_Exercise objective_: Filter these entries down to lines holding "list".

◆ ◆ ◆ ◆ ◆

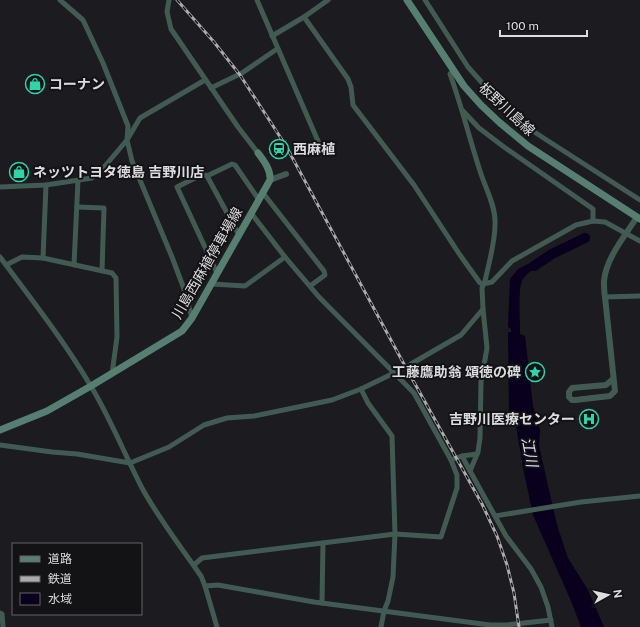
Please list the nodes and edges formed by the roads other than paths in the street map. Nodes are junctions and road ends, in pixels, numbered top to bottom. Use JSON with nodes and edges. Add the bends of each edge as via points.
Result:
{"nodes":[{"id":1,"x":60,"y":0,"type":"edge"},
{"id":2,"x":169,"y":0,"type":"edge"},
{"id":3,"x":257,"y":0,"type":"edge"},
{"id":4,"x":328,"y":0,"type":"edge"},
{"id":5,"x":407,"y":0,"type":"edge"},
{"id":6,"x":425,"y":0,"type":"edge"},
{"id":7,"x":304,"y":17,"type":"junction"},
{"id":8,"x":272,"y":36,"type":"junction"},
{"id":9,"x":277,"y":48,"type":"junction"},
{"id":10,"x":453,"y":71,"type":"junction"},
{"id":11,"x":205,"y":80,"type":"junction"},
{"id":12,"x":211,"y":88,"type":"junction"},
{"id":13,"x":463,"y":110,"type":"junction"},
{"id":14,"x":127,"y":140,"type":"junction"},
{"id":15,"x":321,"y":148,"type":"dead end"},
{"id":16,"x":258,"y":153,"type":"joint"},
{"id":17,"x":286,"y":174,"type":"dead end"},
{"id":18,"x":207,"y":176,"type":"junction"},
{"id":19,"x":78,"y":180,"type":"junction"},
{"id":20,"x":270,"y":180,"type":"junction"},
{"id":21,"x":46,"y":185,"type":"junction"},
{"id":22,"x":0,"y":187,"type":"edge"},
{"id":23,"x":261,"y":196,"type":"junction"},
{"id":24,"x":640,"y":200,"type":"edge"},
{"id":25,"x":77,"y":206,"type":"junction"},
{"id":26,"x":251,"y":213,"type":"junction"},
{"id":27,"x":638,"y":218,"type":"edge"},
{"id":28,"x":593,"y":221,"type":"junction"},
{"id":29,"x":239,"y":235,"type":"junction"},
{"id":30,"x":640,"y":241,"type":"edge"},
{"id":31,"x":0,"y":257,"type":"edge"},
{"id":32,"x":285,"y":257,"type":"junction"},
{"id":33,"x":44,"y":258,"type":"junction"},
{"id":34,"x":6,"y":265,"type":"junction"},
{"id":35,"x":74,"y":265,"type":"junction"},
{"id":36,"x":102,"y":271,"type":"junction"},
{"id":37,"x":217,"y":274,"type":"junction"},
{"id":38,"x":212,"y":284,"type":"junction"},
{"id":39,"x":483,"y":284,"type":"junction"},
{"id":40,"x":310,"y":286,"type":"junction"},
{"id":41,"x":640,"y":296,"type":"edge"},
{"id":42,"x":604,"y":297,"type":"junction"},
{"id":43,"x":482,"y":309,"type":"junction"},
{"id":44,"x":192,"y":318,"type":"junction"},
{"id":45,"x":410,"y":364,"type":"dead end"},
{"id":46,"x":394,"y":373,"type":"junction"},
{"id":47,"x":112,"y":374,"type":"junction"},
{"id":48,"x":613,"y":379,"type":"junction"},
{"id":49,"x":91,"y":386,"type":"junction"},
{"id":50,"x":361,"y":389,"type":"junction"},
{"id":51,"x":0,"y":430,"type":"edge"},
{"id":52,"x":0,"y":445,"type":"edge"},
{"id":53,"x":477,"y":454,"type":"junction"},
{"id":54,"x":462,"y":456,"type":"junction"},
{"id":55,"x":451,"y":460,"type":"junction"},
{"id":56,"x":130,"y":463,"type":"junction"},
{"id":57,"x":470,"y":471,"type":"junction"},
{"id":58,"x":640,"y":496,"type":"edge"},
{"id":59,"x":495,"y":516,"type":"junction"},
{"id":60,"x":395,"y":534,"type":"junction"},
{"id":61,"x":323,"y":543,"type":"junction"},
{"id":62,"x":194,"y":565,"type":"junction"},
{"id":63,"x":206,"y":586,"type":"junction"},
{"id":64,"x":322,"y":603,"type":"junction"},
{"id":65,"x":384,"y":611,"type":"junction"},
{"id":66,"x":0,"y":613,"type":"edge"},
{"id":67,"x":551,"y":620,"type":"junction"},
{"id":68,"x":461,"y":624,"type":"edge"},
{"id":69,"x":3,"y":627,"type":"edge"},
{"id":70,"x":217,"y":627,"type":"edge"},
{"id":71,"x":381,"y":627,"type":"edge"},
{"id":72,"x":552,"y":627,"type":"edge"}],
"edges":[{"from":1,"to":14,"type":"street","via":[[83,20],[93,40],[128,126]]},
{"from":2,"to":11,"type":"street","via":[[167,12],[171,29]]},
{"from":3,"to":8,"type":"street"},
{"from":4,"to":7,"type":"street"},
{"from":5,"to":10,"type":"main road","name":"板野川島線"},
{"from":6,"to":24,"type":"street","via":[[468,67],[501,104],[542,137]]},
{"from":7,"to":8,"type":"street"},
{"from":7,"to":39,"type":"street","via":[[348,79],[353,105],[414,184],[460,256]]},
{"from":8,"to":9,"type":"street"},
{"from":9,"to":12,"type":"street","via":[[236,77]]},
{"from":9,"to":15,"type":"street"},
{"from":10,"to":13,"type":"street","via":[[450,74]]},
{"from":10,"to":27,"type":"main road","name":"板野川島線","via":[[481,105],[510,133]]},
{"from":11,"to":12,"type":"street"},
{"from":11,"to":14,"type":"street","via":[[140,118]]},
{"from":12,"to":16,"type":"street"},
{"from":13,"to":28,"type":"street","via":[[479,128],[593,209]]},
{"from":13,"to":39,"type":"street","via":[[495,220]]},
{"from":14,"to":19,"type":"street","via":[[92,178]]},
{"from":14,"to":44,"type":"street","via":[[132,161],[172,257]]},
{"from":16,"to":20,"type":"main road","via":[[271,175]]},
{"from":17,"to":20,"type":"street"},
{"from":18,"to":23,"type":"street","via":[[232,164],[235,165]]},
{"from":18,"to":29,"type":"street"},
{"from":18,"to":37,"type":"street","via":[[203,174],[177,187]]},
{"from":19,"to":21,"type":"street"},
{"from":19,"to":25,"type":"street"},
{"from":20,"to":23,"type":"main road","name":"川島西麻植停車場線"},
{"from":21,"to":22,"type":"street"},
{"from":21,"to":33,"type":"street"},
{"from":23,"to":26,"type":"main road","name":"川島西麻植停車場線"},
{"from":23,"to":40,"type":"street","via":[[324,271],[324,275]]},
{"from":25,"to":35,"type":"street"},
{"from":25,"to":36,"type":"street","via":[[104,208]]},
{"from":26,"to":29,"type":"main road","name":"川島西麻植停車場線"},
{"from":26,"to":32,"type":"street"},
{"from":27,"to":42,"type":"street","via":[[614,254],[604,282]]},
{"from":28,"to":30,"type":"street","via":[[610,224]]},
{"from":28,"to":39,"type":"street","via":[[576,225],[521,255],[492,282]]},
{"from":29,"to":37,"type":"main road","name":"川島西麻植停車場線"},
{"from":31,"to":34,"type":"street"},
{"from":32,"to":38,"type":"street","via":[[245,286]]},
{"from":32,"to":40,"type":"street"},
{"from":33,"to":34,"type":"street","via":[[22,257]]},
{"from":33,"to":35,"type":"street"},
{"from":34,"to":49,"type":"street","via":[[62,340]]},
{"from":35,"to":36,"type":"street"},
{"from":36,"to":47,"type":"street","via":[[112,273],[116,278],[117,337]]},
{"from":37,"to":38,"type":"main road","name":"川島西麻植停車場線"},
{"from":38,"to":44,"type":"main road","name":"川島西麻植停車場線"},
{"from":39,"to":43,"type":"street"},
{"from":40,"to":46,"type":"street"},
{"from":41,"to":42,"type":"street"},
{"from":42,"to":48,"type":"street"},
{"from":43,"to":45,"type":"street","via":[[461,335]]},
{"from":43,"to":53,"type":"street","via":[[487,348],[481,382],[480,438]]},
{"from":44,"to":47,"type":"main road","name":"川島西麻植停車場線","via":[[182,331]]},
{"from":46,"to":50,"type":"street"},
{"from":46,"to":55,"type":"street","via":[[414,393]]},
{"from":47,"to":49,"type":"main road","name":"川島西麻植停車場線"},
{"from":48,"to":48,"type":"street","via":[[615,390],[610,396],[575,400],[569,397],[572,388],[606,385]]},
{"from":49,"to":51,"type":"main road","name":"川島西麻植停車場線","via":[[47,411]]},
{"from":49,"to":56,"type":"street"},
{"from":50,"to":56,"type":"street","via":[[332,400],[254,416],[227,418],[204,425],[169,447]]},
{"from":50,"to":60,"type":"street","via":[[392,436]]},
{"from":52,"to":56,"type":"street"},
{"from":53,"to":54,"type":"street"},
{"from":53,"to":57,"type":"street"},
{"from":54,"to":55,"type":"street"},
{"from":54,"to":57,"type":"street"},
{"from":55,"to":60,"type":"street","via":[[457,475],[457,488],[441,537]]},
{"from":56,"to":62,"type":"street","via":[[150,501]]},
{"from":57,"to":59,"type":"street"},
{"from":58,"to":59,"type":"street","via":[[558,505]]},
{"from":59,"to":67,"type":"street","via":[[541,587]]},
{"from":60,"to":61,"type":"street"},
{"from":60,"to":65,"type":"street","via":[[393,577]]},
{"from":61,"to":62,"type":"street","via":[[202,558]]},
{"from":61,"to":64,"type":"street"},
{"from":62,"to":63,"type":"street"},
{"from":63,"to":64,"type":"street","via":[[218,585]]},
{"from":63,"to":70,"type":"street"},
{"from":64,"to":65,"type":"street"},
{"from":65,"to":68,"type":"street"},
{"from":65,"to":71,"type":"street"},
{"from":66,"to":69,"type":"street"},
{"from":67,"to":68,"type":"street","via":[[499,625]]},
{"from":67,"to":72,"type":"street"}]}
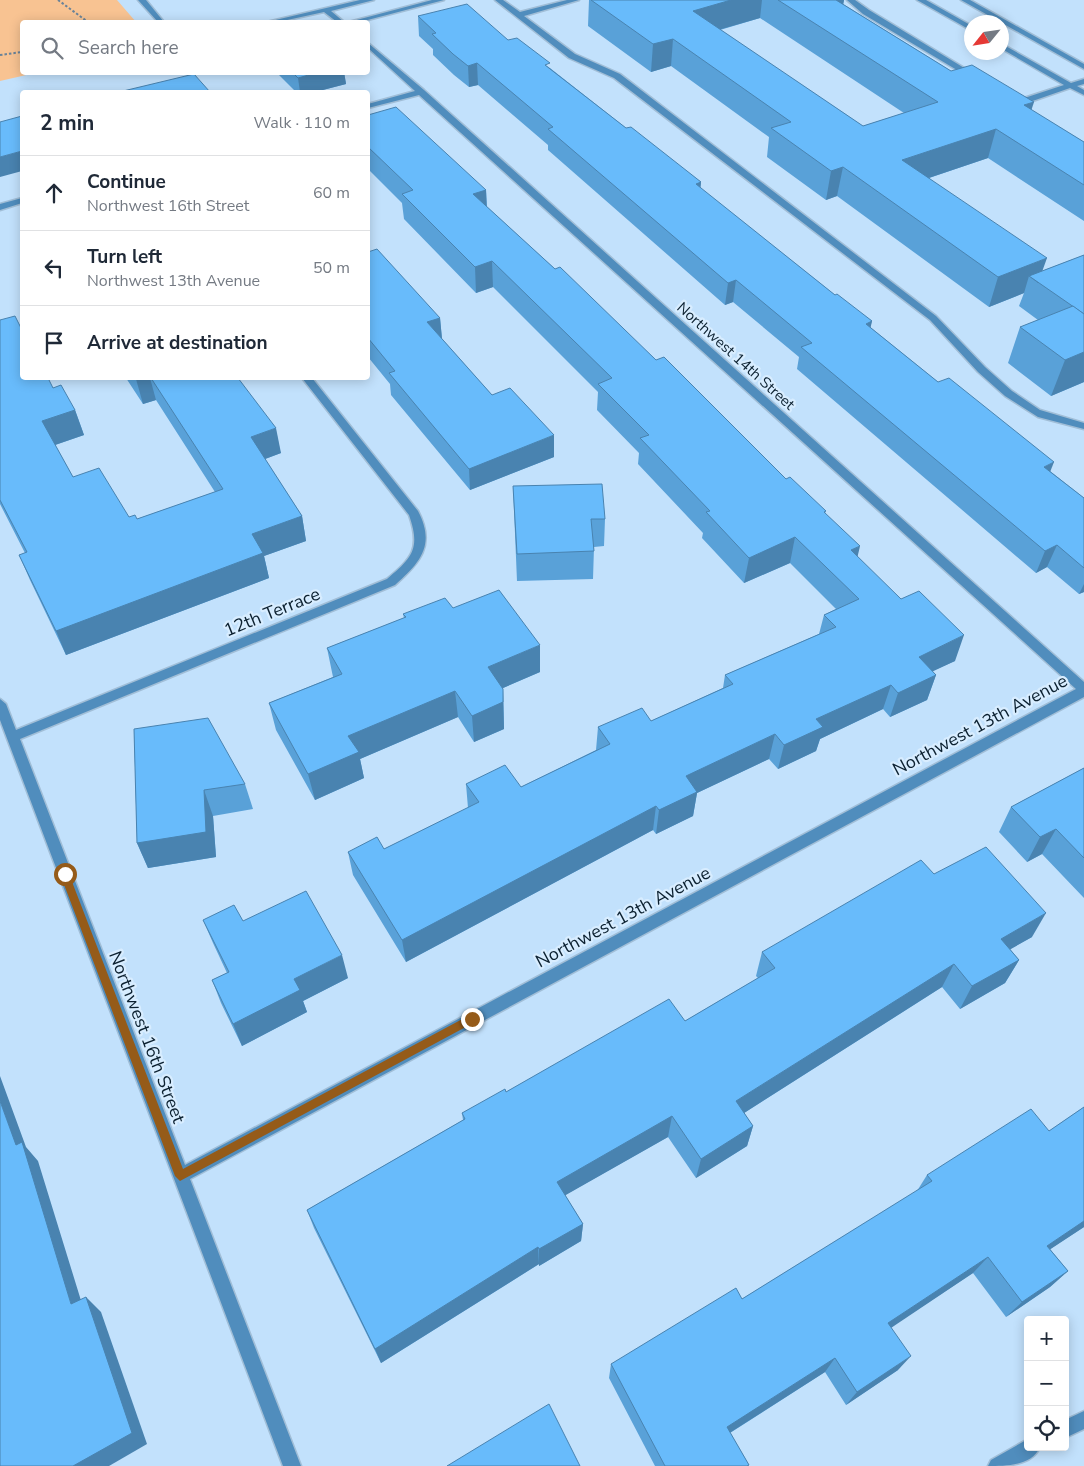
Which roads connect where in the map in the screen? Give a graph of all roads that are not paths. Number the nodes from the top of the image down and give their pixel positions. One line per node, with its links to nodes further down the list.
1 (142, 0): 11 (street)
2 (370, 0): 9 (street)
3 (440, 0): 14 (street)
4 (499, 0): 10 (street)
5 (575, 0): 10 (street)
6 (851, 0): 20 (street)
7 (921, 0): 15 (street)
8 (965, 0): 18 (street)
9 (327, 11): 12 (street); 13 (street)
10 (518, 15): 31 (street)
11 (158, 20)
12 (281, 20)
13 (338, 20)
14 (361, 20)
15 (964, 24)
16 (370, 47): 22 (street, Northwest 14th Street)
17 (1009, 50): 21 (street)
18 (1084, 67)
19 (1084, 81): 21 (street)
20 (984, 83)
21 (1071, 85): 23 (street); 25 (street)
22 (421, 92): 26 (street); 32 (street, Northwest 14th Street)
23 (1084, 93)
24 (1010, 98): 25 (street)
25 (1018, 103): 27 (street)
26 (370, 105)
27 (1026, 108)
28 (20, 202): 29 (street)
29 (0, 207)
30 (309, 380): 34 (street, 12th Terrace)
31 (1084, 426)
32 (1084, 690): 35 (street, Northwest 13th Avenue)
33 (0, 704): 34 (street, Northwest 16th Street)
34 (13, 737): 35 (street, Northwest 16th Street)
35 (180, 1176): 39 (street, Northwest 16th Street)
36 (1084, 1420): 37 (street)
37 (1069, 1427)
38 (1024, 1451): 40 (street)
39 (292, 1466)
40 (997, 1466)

◆ ◆ ◆ ◆ ◆

_Problem solution_:
Please list the nodes and edges formed by the roads other than paths in the street map. Nodes are junctions and road ends, in pixels, numbered top to bottom. Use JSON with nodes and edges. Add the bends of each edge as via points.
Which roads connect where in the map in the screen? Give a graph of all roads that are not paths. Number the nodes from the top of the image down and give their pixel positions. One line per node, with its links to nodes further down the list.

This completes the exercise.